[Assignment]: From the data below, return each line in which the string "that" is found.

[Input records]:
***
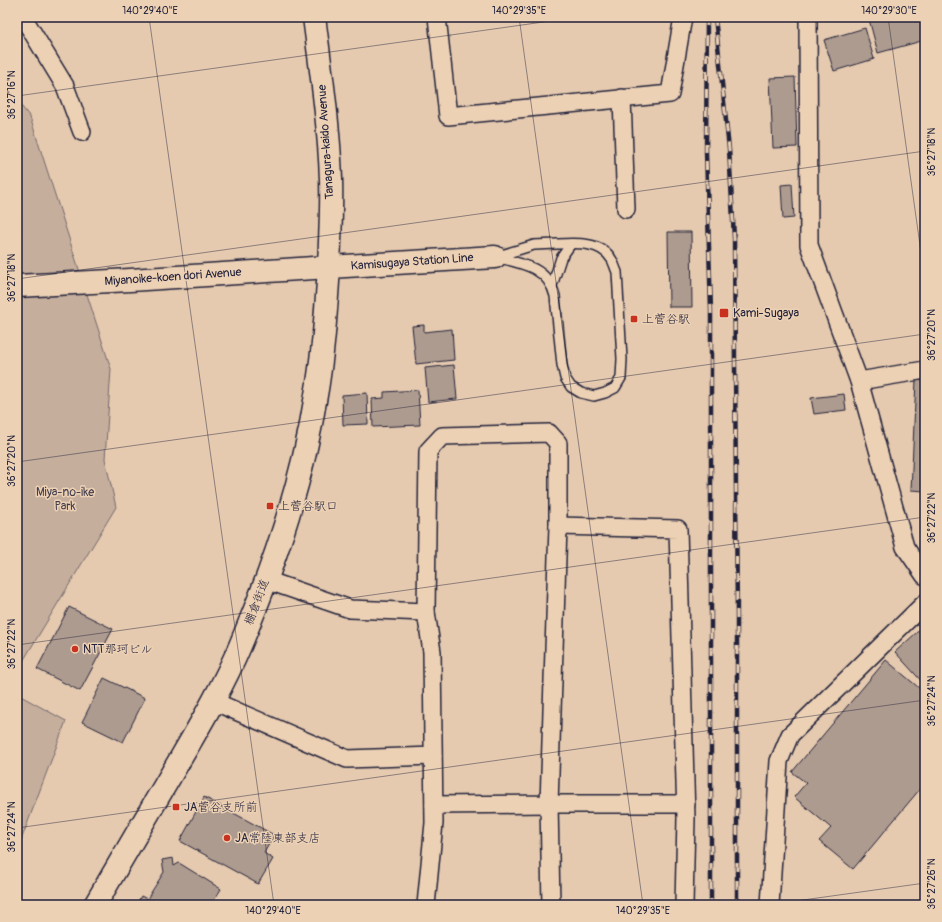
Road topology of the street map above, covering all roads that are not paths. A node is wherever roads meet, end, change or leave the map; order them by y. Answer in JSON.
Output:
{"nodes":[{"id":1,"x":23,"y":17,"type":"edge"},
{"id":2,"x":314,"y":17,"type":"edge"},
{"id":3,"x":437,"y":17,"type":"edge"},
{"id":4,"x":683,"y":17,"type":"edge"},
{"id":5,"x":808,"y":17,"type":"edge"},
{"id":6,"x":622,"y":98,"type":"junction"},
{"id":7,"x":82,"y":132,"type":"dead end"},
{"id":8,"x":626,"y":210,"type":"dead end"},
{"id":9,"x":571,"y":244,"type":"junction"},
{"id":10,"x":495,"y":257,"type":"junction"},
{"id":11,"x":329,"y":267,"type":"junction"},
{"id":12,"x":17,"y":286,"type":"edge"},
{"id":13,"x":552,"y":286,"type":"junction"},
{"id":14,"x":925,"y":370,"type":"edge"},
{"id":15,"x":859,"y":381,"type":"junction"},
{"id":16,"x":558,"y":526,"type":"junction"},
{"id":17,"x":925,"y":576,"type":"edge"},
{"id":18,"x":266,"y":580,"type":"junction"},
{"id":19,"x":925,"y":603,"type":"edge"},
{"id":20,"x":426,"y":612,"type":"junction"},
{"id":21,"x":213,"y":701,"type":"junction"},
{"id":22,"x":433,"y":756,"type":"junction"},
{"id":23,"x":549,"y":804,"type":"junction"},
{"id":24,"x":686,"y":804,"type":"junction"},
{"id":25,"x":434,"y":805,"type":"junction"},
{"id":26,"x":95,"y":905,"type":"edge"},
{"id":27,"x":426,"y":905,"type":"edge"},
{"id":28,"x":551,"y":905,"type":"edge"},
{"id":29,"x":684,"y":905,"type":"edge"},
{"id":30,"x":770,"y":905,"type":"edge"}],
"edges":[{"from":1,"to":7,"type":"street"},
{"from":2,"to":11,"type":"main road","name":"Tanagura-kaido Avenue"},
{"from":3,"to":6,"type":"street"},
{"from":4,"to":6,"type":"street"},
{"from":5,"to":15,"type":"street"},
{"from":6,"to":8,"type":"street"},
{"from":9,"to":10,"type":"lane"},
{"from":9,"to":13,"type":"lane"},
{"from":9,"to":13,"type":"lane"},
{"from":10,"to":11,"type":"main road","name":"Kamisugaya Station Line"},
{"from":10,"to":13,"type":"lane"},
{"from":11,"to":12,"type":"main road","name":"Miyanoike-koen dori Avenue"},
{"from":11,"to":18,"type":"main road","name":"棚倉街道"},
{"from":14,"to":15,"type":"street"},
{"from":15,"to":17,"type":"street"},
{"from":16,"to":20,"type":"street"},
{"from":16,"to":23,"type":"street"},
{"from":16,"to":24,"type":"street"},
{"from":18,"to":20,"type":"street"},
{"from":18,"to":21,"type":"main road","name":"棚倉街道"},
{"from":19,"to":30,"type":"street"},
{"from":20,"to":22,"type":"street"},
{"from":21,"to":22,"type":"street"},
{"from":21,"to":26,"type":"main road","name":"棚倉街道"},
{"from":22,"to":25,"type":"street"},
{"from":23,"to":24,"type":"street"},
{"from":23,"to":25,"type":"street"},
{"from":23,"to":28,"type":"street"},
{"from":24,"to":29,"type":"street"},
{"from":25,"to":27,"type":"street"}]}
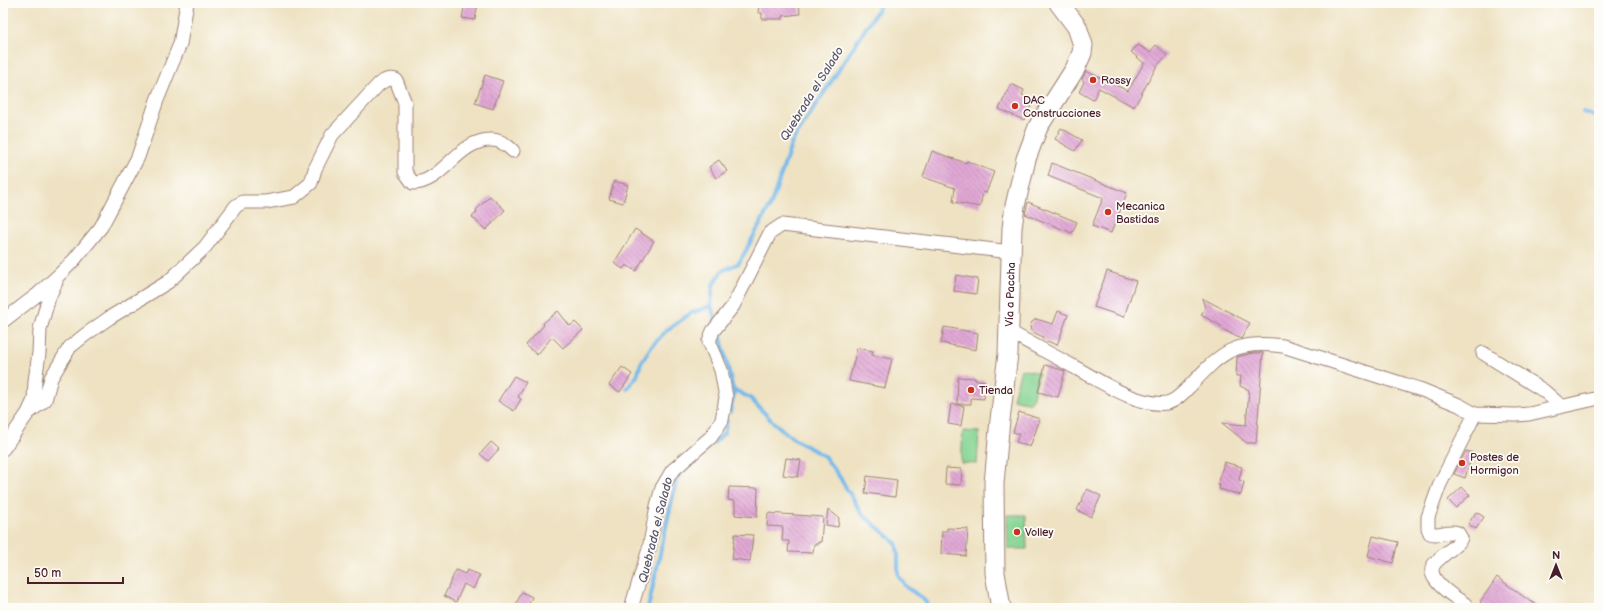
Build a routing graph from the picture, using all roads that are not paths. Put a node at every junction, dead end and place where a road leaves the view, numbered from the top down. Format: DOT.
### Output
graph roads {
  1 [pos="187,3"];
  2 [pos="1059,3"];
  3 [pos="514,151"];
  4 [pos="1011,252"];
  5 [pos="59,275"];
  6 [pos="3,321"];
  7 [pos="1010,332"];
  8 [pos="1483,353"];
  9 [pos="1599,398"];
  10 [pos="1561,406"];
  11 [pos="28,414"];
  12 [pos="1475,414"];
  13 [pos="3,449"];
  14 [pos="1465,604"];
  15 [pos="632,608"];
  16 [pos="1001,608"];
  1 -- 5 [label="street"];
  2 -- 4 [label="main road, Vía a Paccha"];
  3 -- 11 [label="street"];
  4 -- 7 [label="main road, Vía a Paccha"];
  4 -- 15 [label="street"];
  5 -- 6 [label="street"];
  5 -- 11 [label="street"];
  7 -- 12 [label="street"];
  7 -- 16 [label="main road, Vía a Paccha"];
  8 -- 10 [label="street"];
  9 -- 10 [label="street"];
  10 -- 12 [label="street"];
  11 -- 13 [label="street"];
  12 -- 14 [label="street"];
}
***
[Solution to the exercise]:
Road topology of the street map above, covering all roads that are not paths. A node is wherever roads meet, end, change or leave the map; order them by y. Answer in JSON.
Build a routing graph from the picture, using all roads that are not paths. Put a node at every junction, dead end and place where a road leaves the view, numbered from the top down. Format: DOT.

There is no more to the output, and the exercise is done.